Na última sexta-feira (5/6) a Ágora Abrasco realizou mais um evento da série de encontros transdisciplinares que visam gerar subsídio científico para a criação de um Plano Estratégico de Enfrentamento à Pandemia de Covid-19 no Brasil. O painel Covid-19: Interface clínica/epidemiologia e os cuidados em saúde promoveu um diálogo de conhecimentos da medicina, epidemiologia e gestão da saúde, com exposições de Regina Santos, Glória Teixeira, Margareth Dalcolmo e Rubens Belfort Junior. A coordenação foi de Gastão Wagner, professor da Faculdade de Ciências Médicas da Unicamp e presidente da Abrasco (2015 – 2018).
Regina Santos, vice-presidente da Associação Brasileira de Enfermagem e professora da Universidade Federal de Alagoas (UFAL), pontuou que a pandemia faz a sociedade refletir sobre o que significa “saúde”, já que estar sem sintomas da Covid-19 não significa estar saudável. Para ela, ampliar a visão sobre uma sociedade saudável inclui, neste momento, garantir segurança aos trabalhadores na linha de frente: “Do ponto de vista dos profissionais de enfermagem, é preciso pensar que 60% das atividades são realizadas por ele. O escopo dessas profissões é o cuidado. São os profissionais de enfermagem que permanecem 24 horas por dia nos cuidados mais complexos, mais simples, mais íntimos com as pessoas. Esperamos que o poder legislativo se debruce sobre os projetos de lei que amparam este trabalho e analisem os riscos a que estão submetidos”.
Glória Teixeira, professora do Instituto de Saúde Coletiva da Universidade Federal da Bahia (ISC/UFBA), fez uma fala sobre a indissociabilidade dos conhecimentos clínicos e epidemiológicos. Para a epidemiologista, a união dos saberes foi imprescindível para que a Covid-19 fosse identificada tão rapidamente, ainda na China, e depois mapeada e registrada pelo resto do mundo. Ela afirmou que, em sua trajetória, nunca tinha visto a identificação tão ágil do R0 – termo utilizado em epidemiologia para indicar o nível de contágio de uma doença infecciosa: “Não fossem os clínicos percebendo que tinha algo diferente nas crises respiratórias – e não fosse os epidemiologistas percebendo que aquilo era relacionado a um grupo de pessoas, não teríamos o diagnóstico. Em menos de 2 meses que a OMS declarou uma emergência internacional, porque a clínica e a epidemiologia estavam anunciando que isso iria se expandir, porque o R0 é muito elevado”.
Margareth Dalcolmo, pesquisadora do Centro de Referência Prof. Hélio Fraga (Fiocruz), fez um breve relato sobre a chegada da doença no Brasil, e os principais desafios em âmbito clínico. Além da subnotificação, que prejudica as pesquisas epidemiológicas, a dificuldade de se encontrar tratamento ou cura pra doença está também em seu caráter sindrômico – compromete todo o corpo humano: “Como quem trata pacientes, fomos aprendendo muito rapidamente. Não há antecedentes na nossa história como profissionais de saúde para isso, mas, num período tão curto, já sabemos, por exemplo, que a doença compromete o aparelho cardiovascular. Ainda estamos distantes de qualquer solução, e neste momento temos alguns medicamentos que têm funcionado, e que são – se não promissores, alentadores, como a transfusão de plasma de pacientes convalescentes”.
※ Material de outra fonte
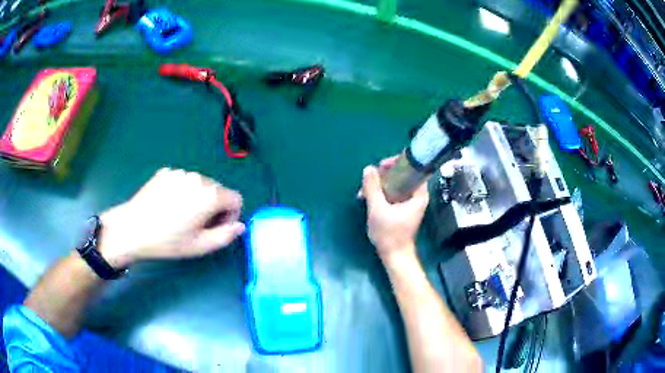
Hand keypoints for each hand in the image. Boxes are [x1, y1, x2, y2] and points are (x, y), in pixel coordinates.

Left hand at [98, 168, 244, 267]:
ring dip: (198, 198)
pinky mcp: (166, 172)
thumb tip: (239, 226)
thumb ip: (226, 236)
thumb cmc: (168, 241)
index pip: (236, 199)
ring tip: (180, 215)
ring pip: (200, 184)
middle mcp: (198, 177)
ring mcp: (180, 172)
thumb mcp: (200, 246)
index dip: (231, 216)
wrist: (132, 228)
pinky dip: (182, 191)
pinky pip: (183, 180)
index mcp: (210, 195)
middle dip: (214, 207)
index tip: (216, 228)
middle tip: (197, 225)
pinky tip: (168, 205)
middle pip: (218, 190)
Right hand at [360, 157, 428, 264]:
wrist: (394, 255)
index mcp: (419, 194)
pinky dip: (382, 192)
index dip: (399, 162)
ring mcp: (410, 202)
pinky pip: (393, 193)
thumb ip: (372, 188)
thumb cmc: (389, 234)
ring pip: (396, 184)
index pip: (414, 168)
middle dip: (385, 174)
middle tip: (370, 178)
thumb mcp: (378, 209)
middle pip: (404, 174)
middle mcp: (417, 196)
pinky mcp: (402, 208)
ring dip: (380, 184)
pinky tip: (367, 197)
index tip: (382, 165)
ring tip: (364, 191)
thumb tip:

Rubens Belfort Junior, presidente da Academia Nacional de Medicina e professor da Universidade Federal de São Paulo (Unifesp) , denominou o avanço de mortes por Covid-19 no Brasil como uma “crônica da morte anunciada”, já que o subfinanciamento – mais recentemente desfinanciamento – do SUS representa uma excessiva fragilidade à população: “Não podemos esquecer a importância do Sistema Único de Saúde – não apenas pros pobres. A elite brasileira também precisa do SUS, não só de suas ‘boutiques’, planos de saúde. O pobre sempre sofre mais, claro, mas todos ficam expostos à gravidade da doença. Mas nós temos diferentes Brasil’s. Sem testagem adequada, como temos critérios científicos de maior ou menor isolamento? Abre tudo, vê o que acontece, daqui a duas semanas fecha de novo? As respostas não existem, e temos que ter a humildade de dizer : Não sei.”